Pollution levels in Delhi rose on Sunday leading to a dip in air quality with monitoring agencies forecasting a further spike over the next few days. The Air Quality Index (AQI), calculated by the Central Pollution Control Board (CPCB), was 352 on a scale of 500. A score between 301 and 400 is considered ‘very poor’, which can trigger respiratory illness on prolonged exposure.
Yesterday’s AQI was 322. Scientists attributed the rise in pollution to a fall in wind speed and increased moisture in the air. The volume of particulate matter (PM), the dominant pollutants in Delhi’s air, rose through the day.
SAFAR, an agency under the Ministry of Earth Sciences, readings had PM2.5 at 194 and PM10 at 309 micrograms per cubic metre (ug/m3). When levels of PM2.5 go above 300 ug/m3 and PM10 breach 500 ug/m3, pollution is considered as ‘severe plus’ or emergency. The corresponding 24-hour safe limits of these ultrafine particulates are 60 and 100.
According to the CPCB’s air lab chief Dipankar Saha and SAFAR’s prediction, the concentration of particulate matter will gradually rise over the next few days. Saha said that falling wind speed, from yesterday’s 7 km/hour to 3 km/hour today, and rising moisture levels are behind the spike as in the absence of dispersion, local emissions are only leading to accumulation of pollutants.

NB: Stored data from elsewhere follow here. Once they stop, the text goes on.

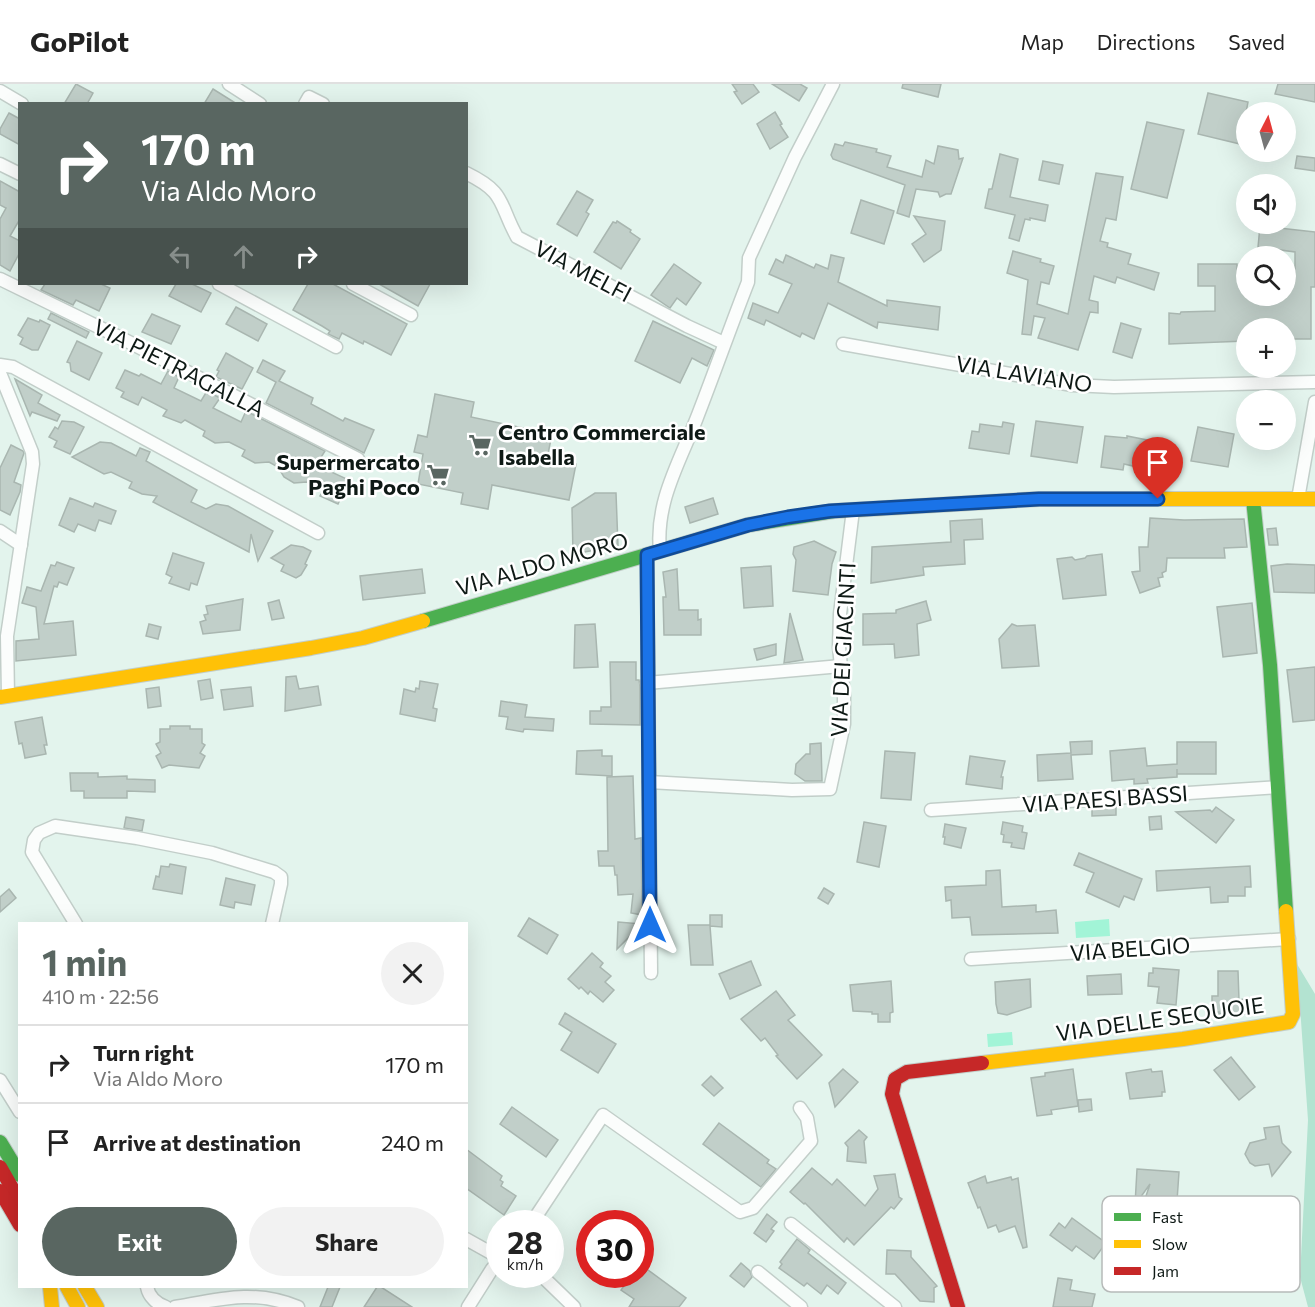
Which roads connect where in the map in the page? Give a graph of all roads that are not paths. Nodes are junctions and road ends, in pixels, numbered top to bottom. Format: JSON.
{"nodes":[{"id":1,"x":229,"y":84,"type":"edge"},
{"id":2,"x":833,"y":84,"type":"edge"},
{"id":3,"x":0,"y":91,"type":"edge"},
{"id":4,"x":19,"y":102,"type":"edge"},
{"id":5,"x":257,"y":102,"type":"edge"},
{"id":6,"x":306,"y":102,"type":"edge"},
{"id":7,"x":319,"y":102,"type":"edge"},
{"id":8,"x":0,"y":164,"type":"edge"},
{"id":9,"x":18,"y":173,"type":"edge"},
{"id":10,"x":468,"y":174,"type":"edge"},
{"id":11,"x":0,"y":279,"type":"edge"},
{"id":12,"x":221,"y":285,"type":"edge"},
{"id":13,"x":355,"y":285,"type":"edge"},
{"id":14,"x":411,"y":315,"type":"dead end"},
{"id":15,"x":724,"y":343,"type":"junction"},
{"id":16,"x":843,"y":344,"type":"dead end"},
{"id":17,"x":336,"y":347,"type":"dead end"},
{"id":18,"x":0,"y":365,"type":"edge"},
{"id":19,"x":0,"y":373,"type":"edge"},
{"id":20,"x":1315,"y":382,"type":"edge"},
{"id":21,"x":1315,"y":402,"type":"edge"},
{"id":22,"x":358,"y":459,"type":"dead end"},
{"id":23,"x":1253,"y":499,"type":"junction"},
{"id":24,"x":1315,"y":499,"type":"edge"},
{"id":25,"x":1298,"y":500,"type":"junction"},
{"id":26,"x":853,"y":510,"type":"junction"},
{"id":27,"x":0,"y":531,"type":"edge"},
{"id":28,"x":318,"y":533,"type":"dead end"},
{"id":29,"x":21,"y":545,"type":"junction"},
{"id":30,"x":653,"y":553,"type":"junction"},
{"id":31,"x":841,"y":666,"type":"junction"},
{"id":32,"x":647,"y":683,"type":"junction"},
{"id":33,"x":4,"y":696,"type":"edge"},
{"id":34,"x":649,"y":782,"type":"junction"},
{"id":35,"x":1278,"y":787,"type":"junction"},
{"id":36,"x":931,"y":810,"type":"dead end"},
{"id":37,"x":75,"y":922,"type":"edge"},
{"id":38,"x":272,"y":922,"type":"edge"},
{"id":39,"x":1288,"y":939,"type":"junction"},
{"id":40,"x":971,"y":959,"type":"dead end"},
{"id":41,"x":651,"y":973,"type":"dead end"},
{"id":42,"x":0,"y":1080,"type":"edge"},
{"id":43,"x":800,"y":1108,"type":"dead end"},
{"id":44,"x":18,"y":1109,"type":"edge"},
{"id":45,"x":0,"y":1142,"type":"edge"},
{"id":46,"x":0,"y":1167,"type":"edge"},
{"id":47,"x":18,"y":1172,"type":"edge"},
{"id":48,"x":0,"y":1191,"type":"edge"},
{"id":49,"x":18,"y":1198,"type":"edge"},
{"id":50,"x":540,"y":1210,"type":"edge"},
{"id":51,"x":18,"y":1222,"type":"edge"},
{"id":52,"x":791,"y":1224,"type":"dead end"},
{"id":53,"x":468,"y":1240,"type":"edge"},
{"id":54,"x":486,"y":1251,"type":"edge"},
{"id":55,"x":758,"y":1272,"type":"dead end"},
{"id":56,"x":486,"y":1278,"type":"edge"},
{"id":57,"x":50,"y":1288,"type":"edge"},
{"id":58,"x":68,"y":1288,"type":"edge"},
{"id":59,"x":86,"y":1288,"type":"edge"},
{"id":60,"x":147,"y":1288,"type":"edge"},
{"id":61,"x":554,"y":1288,"type":"edge"},
{"id":62,"x":52,"y":1307,"type":"edge"},
{"id":63,"x":78,"y":1307,"type":"edge"},
{"id":64,"x":97,"y":1307,"type":"edge"},
{"id":65,"x":166,"y":1307,"type":"edge"},
{"id":66,"x":175,"y":1307,"type":"edge"},
{"id":67,"x":298,"y":1307,"type":"edge"},
{"id":68,"x":468,"y":1307,"type":"edge"},
{"id":69,"x":574,"y":1307,"type":"edge"},
{"id":70,"x":801,"y":1307,"type":"edge"},
{"id":71,"x":895,"y":1307,"type":"edge"},
{"id":72,"x":958,"y":1307,"type":"edge"}],
"edges":[{"from":1,"to":5,"type":"street"},
{"from":2,"to":15,"type":"street"},
{"from":3,"to":4,"type":"street"},
{"from":6,"to":7,"type":"street"},
{"from":8,"to":9,"type":"street"},
{"from":10,"to":15,"type":"street","name":"VIA MELFI"},
{"from":11,"to":22,"type":"street","name":"VIA PIETRAGALLA"},
{"from":12,"to":17,"type":"street"},
{"from":13,"to":14,"type":"street"},
{"from":15,"to":30,"type":"street"},
{"from":16,"to":20,"type":"street","name":"VIA LAVIANO"},
{"from":18,"to":28,"type":"street"},
{"from":19,"to":29,"type":"street"},
{"from":21,"to":25,"type":"street"},
{"from":23,"to":25,"type":"street","name":"VIA ALDO MORO"},
{"from":23,"to":26,"type":"street","name":"VIA ALDO MORO"},
{"from":23,"to":35,"type":"street","name":"VIA DELLE SEQUOIE"},
{"from":24,"to":25,"type":"street","name":"VIA ALDO MORO"},
{"from":26,"to":30,"type":"street","name":"VIA ALDO MORO"},
{"from":26,"to":31,"type":"street","name":"VIA DEI GIACINTI"},
{"from":27,"to":29,"type":"street"},
{"from":29,"to":33,"type":"street"},
{"from":30,"to":32,"type":"street"},
{"from":30,"to":33,"type":"street","name":"VIA ALDO MORO"},
{"from":31,"to":32,"type":"street"},
{"from":31,"to":34,"type":"street","name":"VIA DEI GIACINTI"},
{"from":32,"to":34,"type":"street"},
{"from":34,"to":41,"type":"street"},
{"from":35,"to":36,"type":"street","name":"VIA PAESI BASSI"},
{"from":35,"to":39,"type":"street","name":"VIA DELLE SEQUOIE"},
{"from":37,"to":38,"type":"street"},
{"from":39,"to":40,"type":"street","name":"VIA BELGIO"},
{"from":39,"to":72,"type":"street","name":"VIA DELLE SEQUOIE"},
{"from":42,"to":44,"type":"street"},
{"from":43,"to":50,"type":"street"},
{"from":45,"to":47,"type":"street"},
{"from":46,"to":49,"type":"street"},
{"from":48,"to":51,"type":"street"},
{"from":52,"to":71,"type":"street"},
{"from":53,"to":54,"type":"street"},
{"from":55,"to":70,"type":"street"},
{"from":56,"to":68,"type":"street"},
{"from":57,"to":62,"type":"street"},
{"from":58,"to":63,"type":"street"},
{"from":59,"to":64,"type":"street"},
{"from":60,"to":65,"type":"street"},
{"from":61,"to":69,"type":"street"},
{"from":66,"to":67,"type":"street"}]}
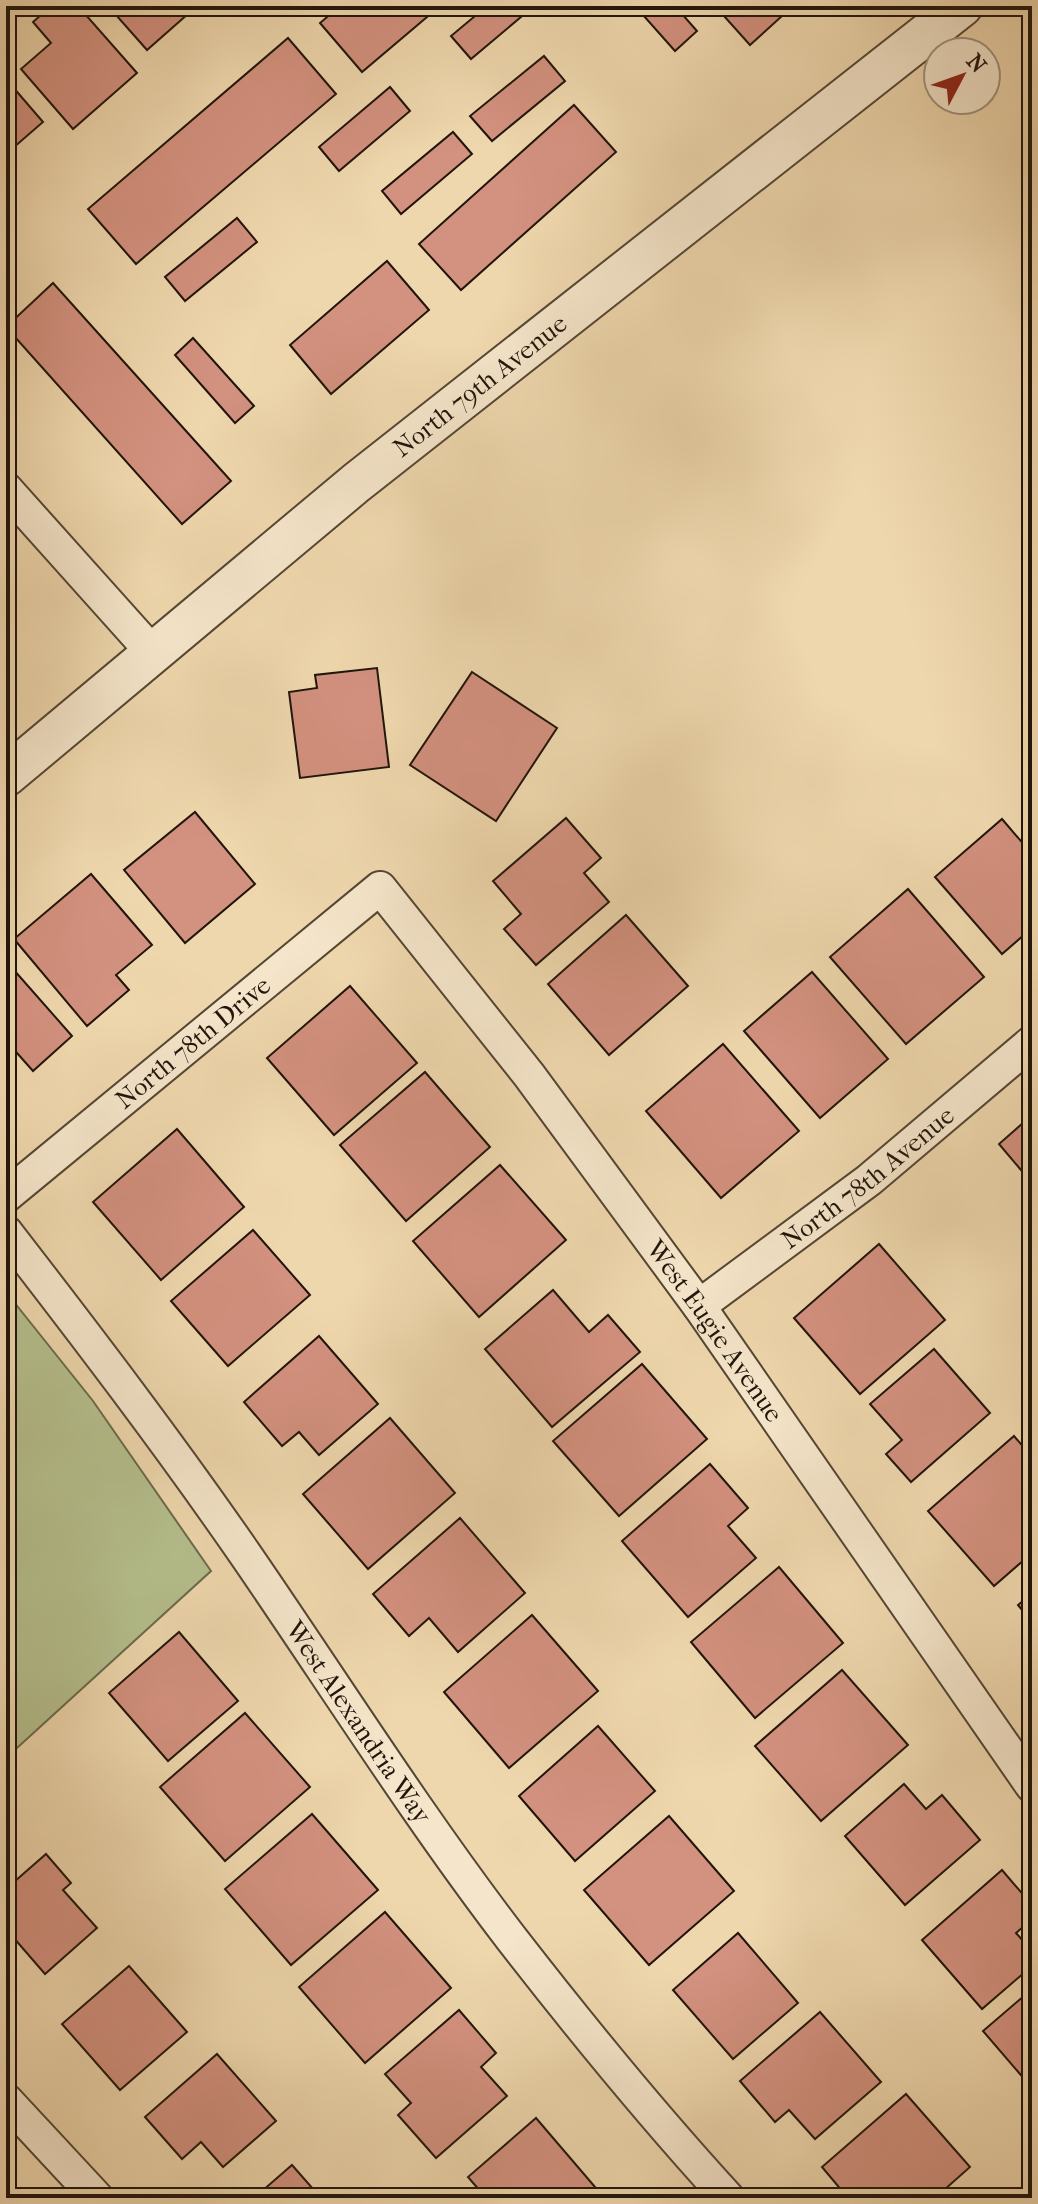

During winters, as temperature drops, pollutants are trapped near the surface due to a slew of meteorological factors. Factors such as high wind speed and bright sunshine and mitigate its impact to some extent.
Earlier this month, on November 9, the AQI had turned 486 as PM levels breached the emergency limits. Authorities announced a set of sweeping measures such as closure of schools and ban on entry of trucks and construction activities to deal with the “health emergency”.